[Saved entries]
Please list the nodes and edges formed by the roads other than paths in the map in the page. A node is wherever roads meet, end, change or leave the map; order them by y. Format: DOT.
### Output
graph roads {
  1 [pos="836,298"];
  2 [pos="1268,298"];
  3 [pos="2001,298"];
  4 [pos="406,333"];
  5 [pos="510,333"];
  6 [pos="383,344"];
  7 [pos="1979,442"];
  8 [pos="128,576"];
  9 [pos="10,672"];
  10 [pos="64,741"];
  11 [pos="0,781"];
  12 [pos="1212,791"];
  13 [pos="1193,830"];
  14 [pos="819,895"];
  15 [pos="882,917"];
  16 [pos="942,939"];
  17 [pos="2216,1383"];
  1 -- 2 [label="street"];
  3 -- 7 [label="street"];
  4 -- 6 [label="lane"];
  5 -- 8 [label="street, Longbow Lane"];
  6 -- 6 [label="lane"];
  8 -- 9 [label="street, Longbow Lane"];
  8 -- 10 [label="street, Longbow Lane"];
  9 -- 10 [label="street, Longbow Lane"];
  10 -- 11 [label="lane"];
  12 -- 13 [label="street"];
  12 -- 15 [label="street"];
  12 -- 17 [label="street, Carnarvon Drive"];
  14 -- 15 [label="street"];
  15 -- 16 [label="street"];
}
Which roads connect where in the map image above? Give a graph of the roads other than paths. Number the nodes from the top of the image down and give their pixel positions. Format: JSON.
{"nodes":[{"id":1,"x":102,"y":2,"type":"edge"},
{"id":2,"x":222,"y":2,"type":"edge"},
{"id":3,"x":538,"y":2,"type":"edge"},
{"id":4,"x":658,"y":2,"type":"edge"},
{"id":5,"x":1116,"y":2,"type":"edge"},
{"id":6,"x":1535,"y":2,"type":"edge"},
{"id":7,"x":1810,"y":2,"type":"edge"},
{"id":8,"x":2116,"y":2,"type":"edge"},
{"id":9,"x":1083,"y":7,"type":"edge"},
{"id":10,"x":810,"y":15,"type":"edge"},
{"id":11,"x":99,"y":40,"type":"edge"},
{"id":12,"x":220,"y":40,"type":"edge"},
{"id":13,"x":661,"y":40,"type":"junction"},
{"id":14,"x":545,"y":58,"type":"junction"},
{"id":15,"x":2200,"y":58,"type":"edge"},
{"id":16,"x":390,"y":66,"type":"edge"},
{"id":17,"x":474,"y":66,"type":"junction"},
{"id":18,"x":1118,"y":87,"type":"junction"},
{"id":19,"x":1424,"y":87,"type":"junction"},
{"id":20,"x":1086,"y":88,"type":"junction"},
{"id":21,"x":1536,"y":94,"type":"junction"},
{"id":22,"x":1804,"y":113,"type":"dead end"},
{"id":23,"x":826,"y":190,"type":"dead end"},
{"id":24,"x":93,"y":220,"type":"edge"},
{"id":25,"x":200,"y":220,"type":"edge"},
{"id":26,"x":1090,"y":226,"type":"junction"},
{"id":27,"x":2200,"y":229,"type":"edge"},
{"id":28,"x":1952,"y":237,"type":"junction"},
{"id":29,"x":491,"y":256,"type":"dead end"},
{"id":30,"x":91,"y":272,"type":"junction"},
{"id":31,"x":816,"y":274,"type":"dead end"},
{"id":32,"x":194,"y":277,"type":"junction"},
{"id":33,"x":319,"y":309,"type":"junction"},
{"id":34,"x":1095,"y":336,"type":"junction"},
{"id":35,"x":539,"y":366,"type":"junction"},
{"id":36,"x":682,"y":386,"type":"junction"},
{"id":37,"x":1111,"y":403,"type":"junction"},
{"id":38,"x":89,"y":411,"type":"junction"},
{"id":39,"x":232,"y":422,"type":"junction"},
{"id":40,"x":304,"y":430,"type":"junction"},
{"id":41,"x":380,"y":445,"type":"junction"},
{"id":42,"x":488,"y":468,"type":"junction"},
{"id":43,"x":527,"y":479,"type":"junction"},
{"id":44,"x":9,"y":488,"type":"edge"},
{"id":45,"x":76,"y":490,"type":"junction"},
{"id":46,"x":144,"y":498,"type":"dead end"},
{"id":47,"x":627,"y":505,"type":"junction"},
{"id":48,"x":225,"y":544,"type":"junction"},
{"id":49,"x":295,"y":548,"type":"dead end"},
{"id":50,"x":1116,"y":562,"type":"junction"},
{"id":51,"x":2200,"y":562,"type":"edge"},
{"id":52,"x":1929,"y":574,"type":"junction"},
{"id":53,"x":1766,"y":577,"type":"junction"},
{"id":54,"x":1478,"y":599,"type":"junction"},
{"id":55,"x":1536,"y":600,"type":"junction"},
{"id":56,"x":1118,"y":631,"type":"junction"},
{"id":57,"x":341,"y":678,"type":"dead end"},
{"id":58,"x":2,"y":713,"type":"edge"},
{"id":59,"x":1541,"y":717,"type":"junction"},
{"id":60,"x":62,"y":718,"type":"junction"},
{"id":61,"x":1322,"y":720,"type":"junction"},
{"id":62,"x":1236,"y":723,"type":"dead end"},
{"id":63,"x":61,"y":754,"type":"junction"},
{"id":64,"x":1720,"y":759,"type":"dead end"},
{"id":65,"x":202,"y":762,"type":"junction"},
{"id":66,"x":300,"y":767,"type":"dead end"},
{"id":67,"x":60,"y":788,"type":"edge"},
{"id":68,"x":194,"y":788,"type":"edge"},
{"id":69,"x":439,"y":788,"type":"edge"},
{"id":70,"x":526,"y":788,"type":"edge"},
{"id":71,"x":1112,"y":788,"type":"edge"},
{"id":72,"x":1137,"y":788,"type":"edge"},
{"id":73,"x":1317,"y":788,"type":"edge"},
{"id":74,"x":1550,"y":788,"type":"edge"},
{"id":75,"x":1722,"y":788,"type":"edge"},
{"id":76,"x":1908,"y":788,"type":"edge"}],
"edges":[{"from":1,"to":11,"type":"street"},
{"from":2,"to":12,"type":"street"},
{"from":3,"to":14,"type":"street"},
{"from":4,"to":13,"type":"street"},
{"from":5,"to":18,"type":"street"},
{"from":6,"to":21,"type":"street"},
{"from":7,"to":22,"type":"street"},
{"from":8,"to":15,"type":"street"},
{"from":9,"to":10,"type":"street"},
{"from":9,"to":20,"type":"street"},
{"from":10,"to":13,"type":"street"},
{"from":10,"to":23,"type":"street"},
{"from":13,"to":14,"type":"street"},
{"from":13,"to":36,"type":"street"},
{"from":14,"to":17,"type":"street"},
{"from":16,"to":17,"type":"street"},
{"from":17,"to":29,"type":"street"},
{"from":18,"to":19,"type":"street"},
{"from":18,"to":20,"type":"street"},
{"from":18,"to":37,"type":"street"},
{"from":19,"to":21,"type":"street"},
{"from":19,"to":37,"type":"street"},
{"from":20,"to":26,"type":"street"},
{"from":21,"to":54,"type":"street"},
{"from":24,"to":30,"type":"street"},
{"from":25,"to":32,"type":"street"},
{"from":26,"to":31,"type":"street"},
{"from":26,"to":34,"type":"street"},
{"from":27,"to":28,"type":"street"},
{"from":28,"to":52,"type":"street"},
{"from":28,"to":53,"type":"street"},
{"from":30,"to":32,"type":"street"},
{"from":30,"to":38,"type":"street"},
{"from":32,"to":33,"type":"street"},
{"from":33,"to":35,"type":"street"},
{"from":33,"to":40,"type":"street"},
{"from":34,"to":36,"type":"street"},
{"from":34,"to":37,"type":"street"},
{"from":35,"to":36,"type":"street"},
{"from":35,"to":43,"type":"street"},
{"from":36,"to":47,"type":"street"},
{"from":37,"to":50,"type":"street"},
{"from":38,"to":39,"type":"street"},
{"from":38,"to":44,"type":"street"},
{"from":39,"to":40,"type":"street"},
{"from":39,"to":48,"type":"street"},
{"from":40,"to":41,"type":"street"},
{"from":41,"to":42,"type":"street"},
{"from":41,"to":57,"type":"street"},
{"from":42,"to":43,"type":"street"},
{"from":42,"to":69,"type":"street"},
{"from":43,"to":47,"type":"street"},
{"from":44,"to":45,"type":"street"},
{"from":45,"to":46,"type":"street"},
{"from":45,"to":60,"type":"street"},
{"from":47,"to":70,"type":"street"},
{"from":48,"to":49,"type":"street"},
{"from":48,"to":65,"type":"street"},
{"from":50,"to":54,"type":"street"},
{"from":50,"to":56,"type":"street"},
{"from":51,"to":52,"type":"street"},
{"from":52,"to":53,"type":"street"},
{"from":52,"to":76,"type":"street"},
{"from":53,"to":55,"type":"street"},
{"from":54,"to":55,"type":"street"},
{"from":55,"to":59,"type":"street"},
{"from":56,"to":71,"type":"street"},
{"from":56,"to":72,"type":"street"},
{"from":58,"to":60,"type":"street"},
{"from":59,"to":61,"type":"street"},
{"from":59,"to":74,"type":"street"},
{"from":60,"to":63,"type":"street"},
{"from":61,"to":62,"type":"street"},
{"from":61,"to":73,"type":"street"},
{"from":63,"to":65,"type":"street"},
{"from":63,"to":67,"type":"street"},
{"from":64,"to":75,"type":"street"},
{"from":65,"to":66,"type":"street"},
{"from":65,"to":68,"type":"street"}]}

= WHAT TO PRODUCE =
Examine the records and report how many lines contain the string "graph". Only the number should be given.

= YOUR SOLUTION =
2